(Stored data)
- Opening Delimiter -
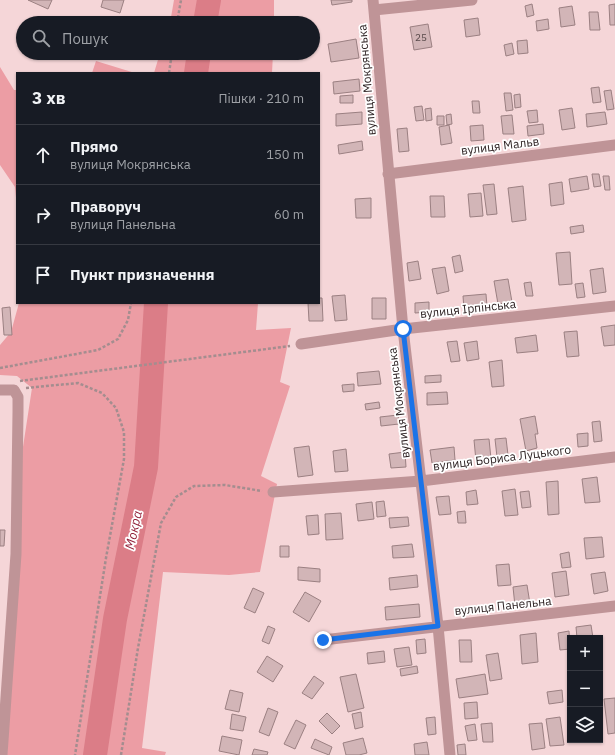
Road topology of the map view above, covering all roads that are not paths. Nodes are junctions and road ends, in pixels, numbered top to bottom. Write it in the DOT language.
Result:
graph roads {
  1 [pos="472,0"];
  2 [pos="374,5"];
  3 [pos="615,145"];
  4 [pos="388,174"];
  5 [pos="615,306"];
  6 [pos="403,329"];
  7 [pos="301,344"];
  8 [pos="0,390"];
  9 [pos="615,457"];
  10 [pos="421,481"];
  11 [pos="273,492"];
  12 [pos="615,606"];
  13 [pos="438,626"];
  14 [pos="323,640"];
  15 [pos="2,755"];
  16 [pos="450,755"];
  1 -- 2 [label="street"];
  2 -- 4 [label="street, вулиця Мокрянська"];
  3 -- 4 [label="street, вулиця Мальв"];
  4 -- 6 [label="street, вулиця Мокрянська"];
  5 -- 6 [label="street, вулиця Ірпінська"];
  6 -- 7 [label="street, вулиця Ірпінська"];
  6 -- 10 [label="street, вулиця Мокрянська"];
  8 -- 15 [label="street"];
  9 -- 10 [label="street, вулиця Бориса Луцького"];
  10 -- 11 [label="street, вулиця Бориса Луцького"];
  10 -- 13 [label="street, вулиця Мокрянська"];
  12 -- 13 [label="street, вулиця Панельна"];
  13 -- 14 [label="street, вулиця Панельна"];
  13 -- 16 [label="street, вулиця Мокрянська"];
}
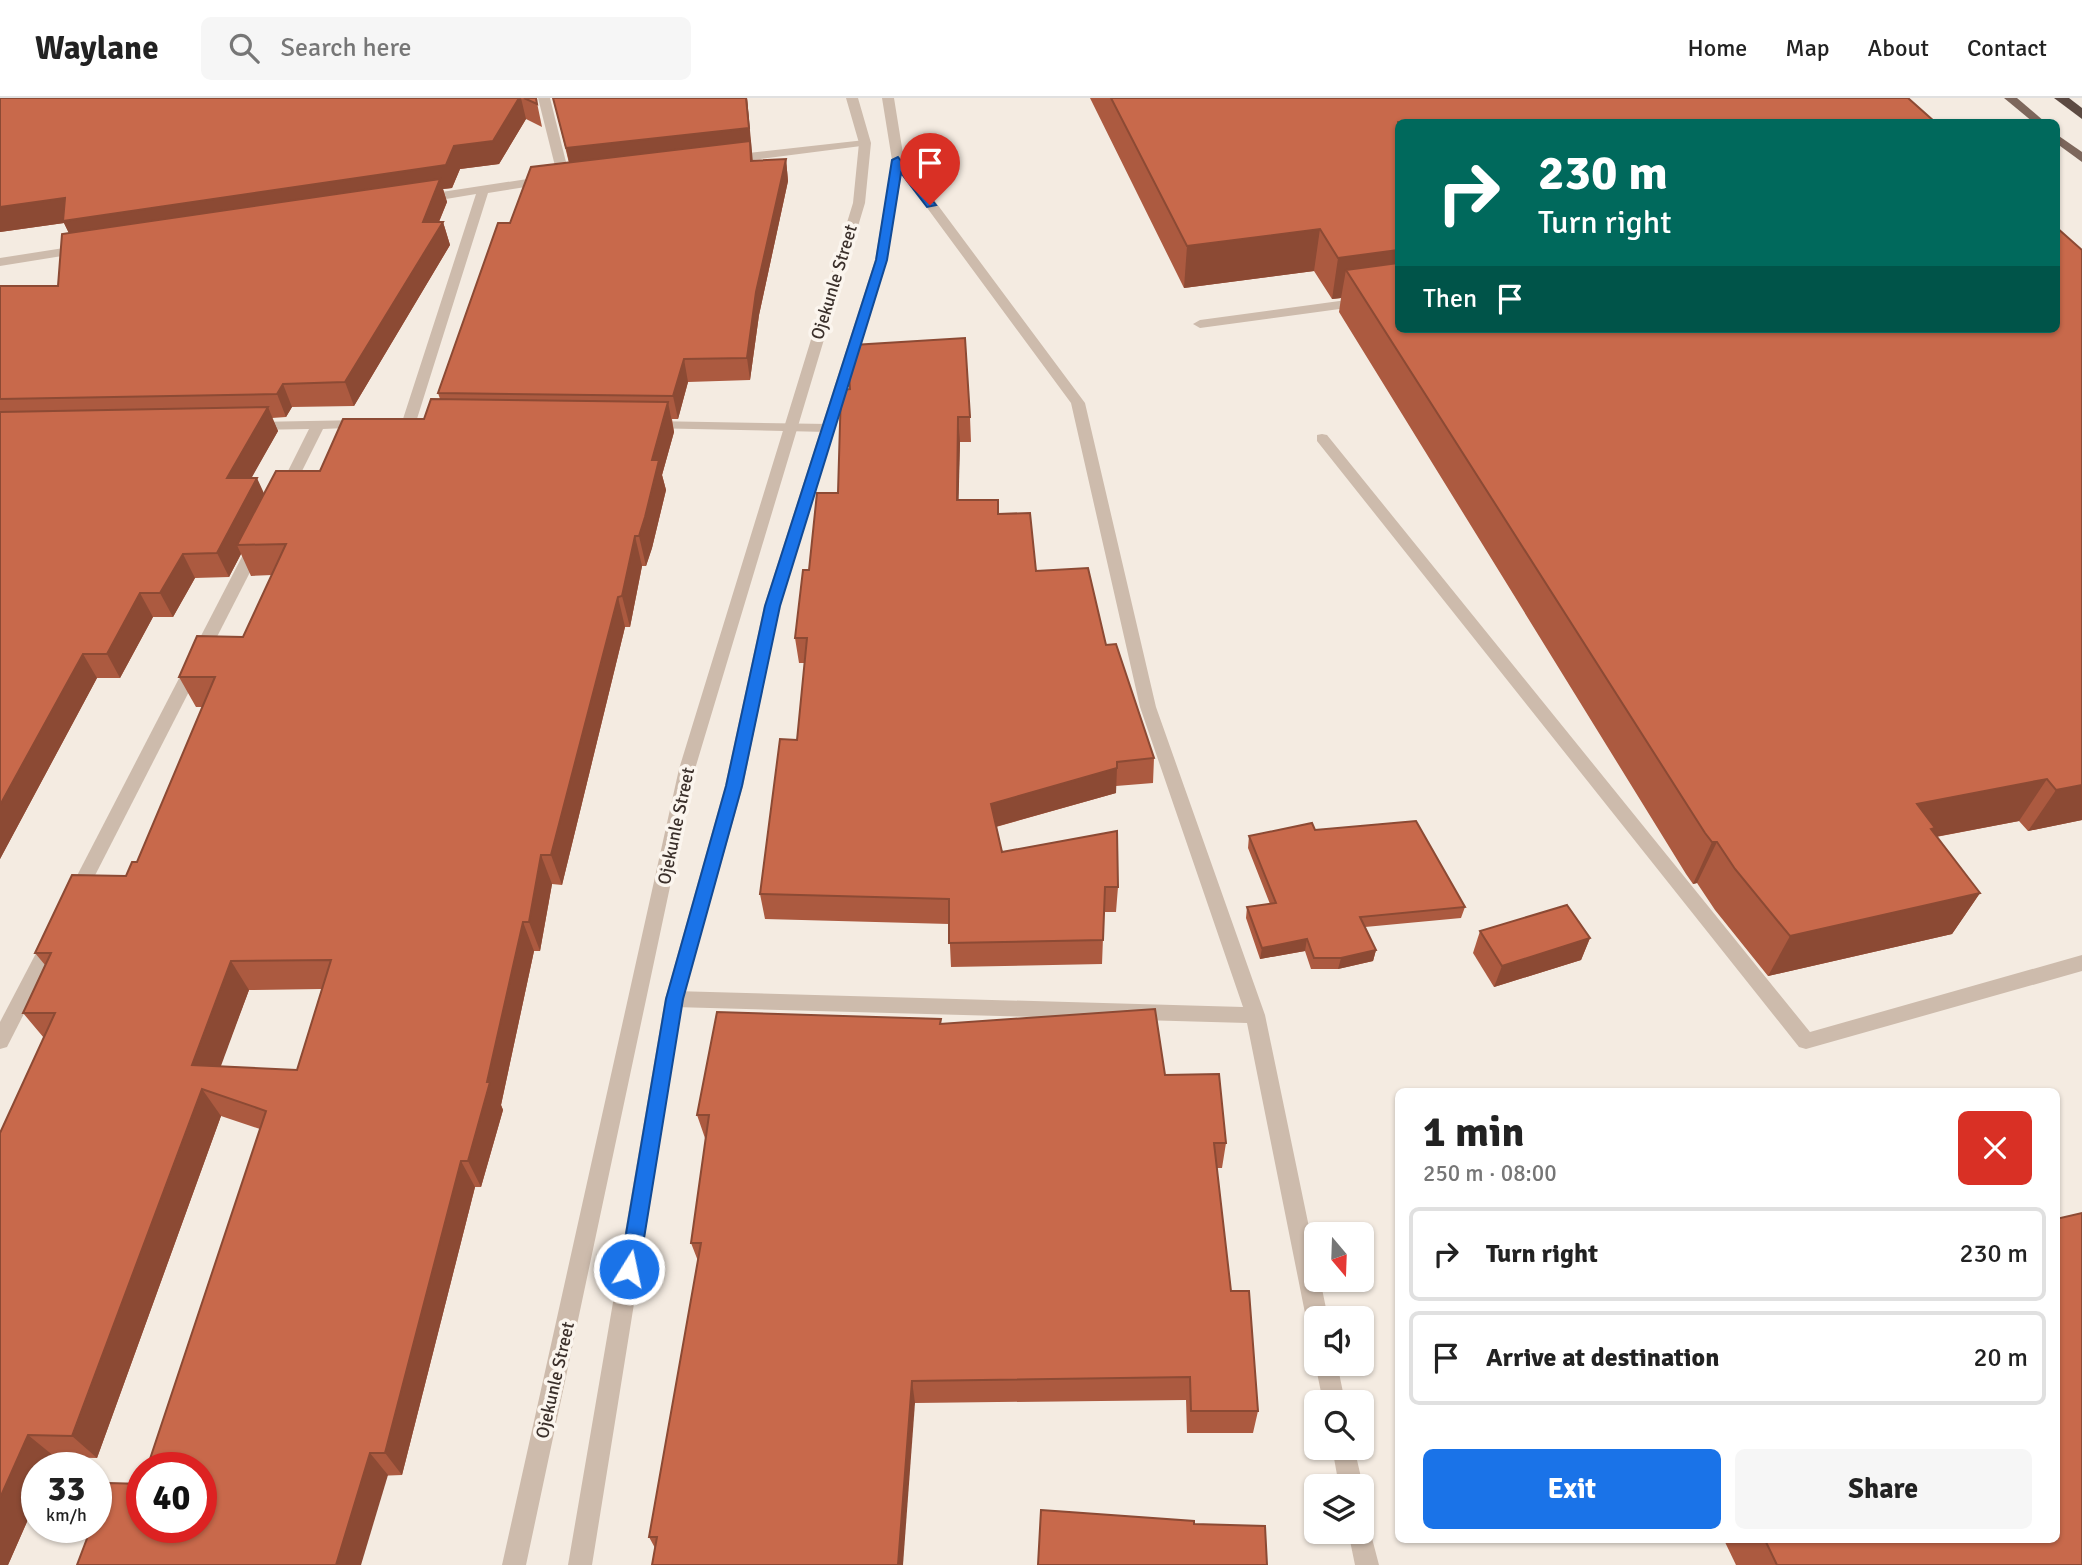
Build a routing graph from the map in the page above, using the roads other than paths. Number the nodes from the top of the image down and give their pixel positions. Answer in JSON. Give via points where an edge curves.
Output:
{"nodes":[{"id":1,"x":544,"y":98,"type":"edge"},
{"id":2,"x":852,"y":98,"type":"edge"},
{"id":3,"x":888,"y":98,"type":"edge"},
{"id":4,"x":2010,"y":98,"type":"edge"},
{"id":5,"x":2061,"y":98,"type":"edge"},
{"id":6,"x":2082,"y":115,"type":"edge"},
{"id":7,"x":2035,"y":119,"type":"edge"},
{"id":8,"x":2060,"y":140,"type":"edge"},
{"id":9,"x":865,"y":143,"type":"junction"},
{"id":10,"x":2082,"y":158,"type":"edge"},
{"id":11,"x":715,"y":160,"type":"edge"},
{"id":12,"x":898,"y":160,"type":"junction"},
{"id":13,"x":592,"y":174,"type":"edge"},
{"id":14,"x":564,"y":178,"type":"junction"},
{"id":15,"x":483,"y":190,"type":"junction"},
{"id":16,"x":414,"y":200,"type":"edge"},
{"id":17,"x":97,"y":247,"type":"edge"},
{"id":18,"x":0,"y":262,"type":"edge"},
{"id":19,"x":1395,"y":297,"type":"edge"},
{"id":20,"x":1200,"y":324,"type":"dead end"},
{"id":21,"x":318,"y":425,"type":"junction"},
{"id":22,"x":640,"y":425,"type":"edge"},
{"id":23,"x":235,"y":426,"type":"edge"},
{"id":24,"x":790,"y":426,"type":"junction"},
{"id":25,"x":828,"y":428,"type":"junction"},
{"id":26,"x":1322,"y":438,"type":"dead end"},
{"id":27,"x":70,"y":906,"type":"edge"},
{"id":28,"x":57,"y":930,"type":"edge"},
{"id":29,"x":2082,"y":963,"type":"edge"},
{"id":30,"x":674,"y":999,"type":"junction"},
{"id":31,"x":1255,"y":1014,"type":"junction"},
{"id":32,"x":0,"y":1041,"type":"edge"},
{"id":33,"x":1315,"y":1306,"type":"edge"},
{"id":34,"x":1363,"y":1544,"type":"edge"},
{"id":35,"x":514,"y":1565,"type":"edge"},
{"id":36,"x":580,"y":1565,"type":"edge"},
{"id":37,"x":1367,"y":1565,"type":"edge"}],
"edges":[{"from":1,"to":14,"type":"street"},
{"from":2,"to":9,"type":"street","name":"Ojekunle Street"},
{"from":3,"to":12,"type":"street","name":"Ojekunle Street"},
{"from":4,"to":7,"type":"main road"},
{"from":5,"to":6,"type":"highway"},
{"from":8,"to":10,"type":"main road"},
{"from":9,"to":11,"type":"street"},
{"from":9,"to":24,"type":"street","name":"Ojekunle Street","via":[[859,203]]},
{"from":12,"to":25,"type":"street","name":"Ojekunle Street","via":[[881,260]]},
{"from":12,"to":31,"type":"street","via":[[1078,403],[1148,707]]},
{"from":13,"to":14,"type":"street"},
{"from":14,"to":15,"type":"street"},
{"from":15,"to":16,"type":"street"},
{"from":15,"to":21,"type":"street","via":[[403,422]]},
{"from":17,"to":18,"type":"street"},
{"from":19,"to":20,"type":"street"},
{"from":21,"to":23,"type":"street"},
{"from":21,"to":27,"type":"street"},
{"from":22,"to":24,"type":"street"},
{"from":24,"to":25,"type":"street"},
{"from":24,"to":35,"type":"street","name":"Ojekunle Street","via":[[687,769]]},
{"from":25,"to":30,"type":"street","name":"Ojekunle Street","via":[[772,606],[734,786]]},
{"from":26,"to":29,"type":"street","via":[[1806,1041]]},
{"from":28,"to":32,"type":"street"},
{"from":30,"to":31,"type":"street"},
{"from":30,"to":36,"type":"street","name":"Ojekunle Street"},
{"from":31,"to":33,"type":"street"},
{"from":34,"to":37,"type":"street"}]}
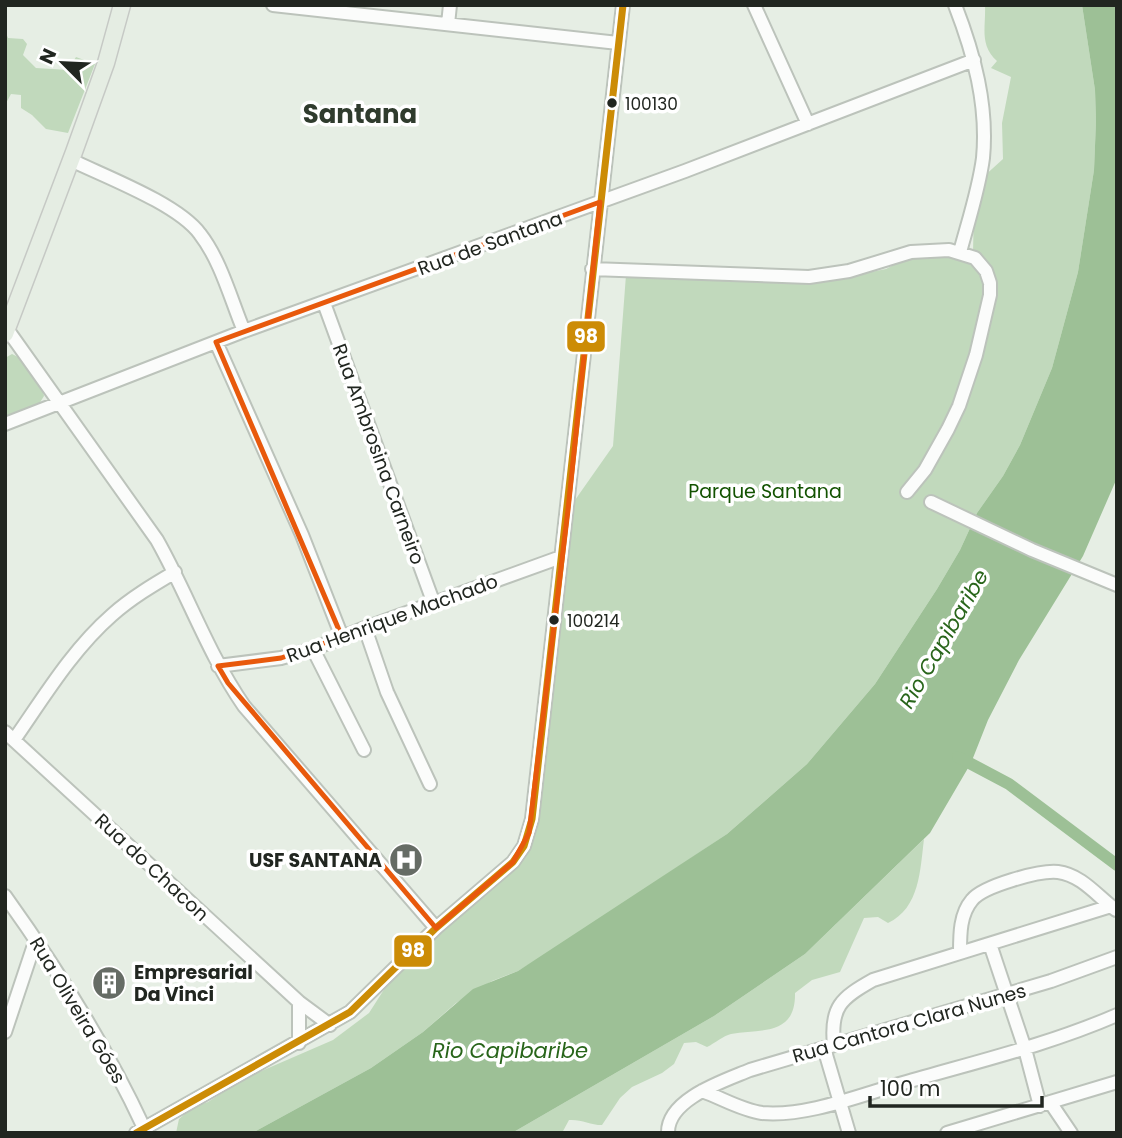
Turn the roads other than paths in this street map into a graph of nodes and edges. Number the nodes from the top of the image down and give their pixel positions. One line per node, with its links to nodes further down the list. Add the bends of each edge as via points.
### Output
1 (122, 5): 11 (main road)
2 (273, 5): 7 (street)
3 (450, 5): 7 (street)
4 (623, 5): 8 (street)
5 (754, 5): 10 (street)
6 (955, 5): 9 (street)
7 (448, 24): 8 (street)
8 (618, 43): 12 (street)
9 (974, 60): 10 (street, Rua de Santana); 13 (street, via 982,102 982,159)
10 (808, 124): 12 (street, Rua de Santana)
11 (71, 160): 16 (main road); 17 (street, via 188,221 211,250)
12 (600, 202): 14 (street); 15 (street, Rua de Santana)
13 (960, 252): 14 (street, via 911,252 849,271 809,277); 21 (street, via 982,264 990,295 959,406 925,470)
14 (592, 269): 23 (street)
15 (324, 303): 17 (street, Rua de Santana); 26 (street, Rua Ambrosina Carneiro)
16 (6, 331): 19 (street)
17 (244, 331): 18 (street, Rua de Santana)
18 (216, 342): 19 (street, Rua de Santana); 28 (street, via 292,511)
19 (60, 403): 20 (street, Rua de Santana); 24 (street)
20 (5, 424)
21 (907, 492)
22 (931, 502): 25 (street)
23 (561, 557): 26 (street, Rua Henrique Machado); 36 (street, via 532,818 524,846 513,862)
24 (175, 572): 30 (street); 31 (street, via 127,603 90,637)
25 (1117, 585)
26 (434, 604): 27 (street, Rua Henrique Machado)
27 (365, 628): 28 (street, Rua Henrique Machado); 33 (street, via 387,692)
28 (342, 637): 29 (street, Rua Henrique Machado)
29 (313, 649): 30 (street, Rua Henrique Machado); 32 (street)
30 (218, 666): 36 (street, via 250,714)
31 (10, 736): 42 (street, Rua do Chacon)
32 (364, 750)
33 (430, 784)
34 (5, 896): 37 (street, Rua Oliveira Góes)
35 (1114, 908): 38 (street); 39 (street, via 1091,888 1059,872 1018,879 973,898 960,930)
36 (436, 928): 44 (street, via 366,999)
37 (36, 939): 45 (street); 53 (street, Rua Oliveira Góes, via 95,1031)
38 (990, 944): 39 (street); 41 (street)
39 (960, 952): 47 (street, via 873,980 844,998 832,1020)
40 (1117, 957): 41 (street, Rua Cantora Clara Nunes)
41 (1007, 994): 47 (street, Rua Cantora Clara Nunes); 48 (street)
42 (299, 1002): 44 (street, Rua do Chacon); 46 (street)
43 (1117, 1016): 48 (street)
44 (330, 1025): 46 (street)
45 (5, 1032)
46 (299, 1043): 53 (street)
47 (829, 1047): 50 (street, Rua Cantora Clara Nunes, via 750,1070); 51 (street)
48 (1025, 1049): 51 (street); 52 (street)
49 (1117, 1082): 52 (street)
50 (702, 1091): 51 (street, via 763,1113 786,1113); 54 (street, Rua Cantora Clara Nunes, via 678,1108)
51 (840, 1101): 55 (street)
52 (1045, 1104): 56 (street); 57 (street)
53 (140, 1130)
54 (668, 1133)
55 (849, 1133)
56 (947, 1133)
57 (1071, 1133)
- Closing Delimiter -
Description of the task: Using the records above, list each line that includes "Мокрянська".

Reply:
  2 -- 4 [label="street, вулиця Мокрянська"];
  4 -- 6 [label="street, вулиця Мокрянська"];
  6 -- 10 [label="street, вулиця Мокрянська"];
  10 -- 13 [label="street, вулиця Мокрянська"];
  13 -- 16 [label="street, вулиця Мокрянська"];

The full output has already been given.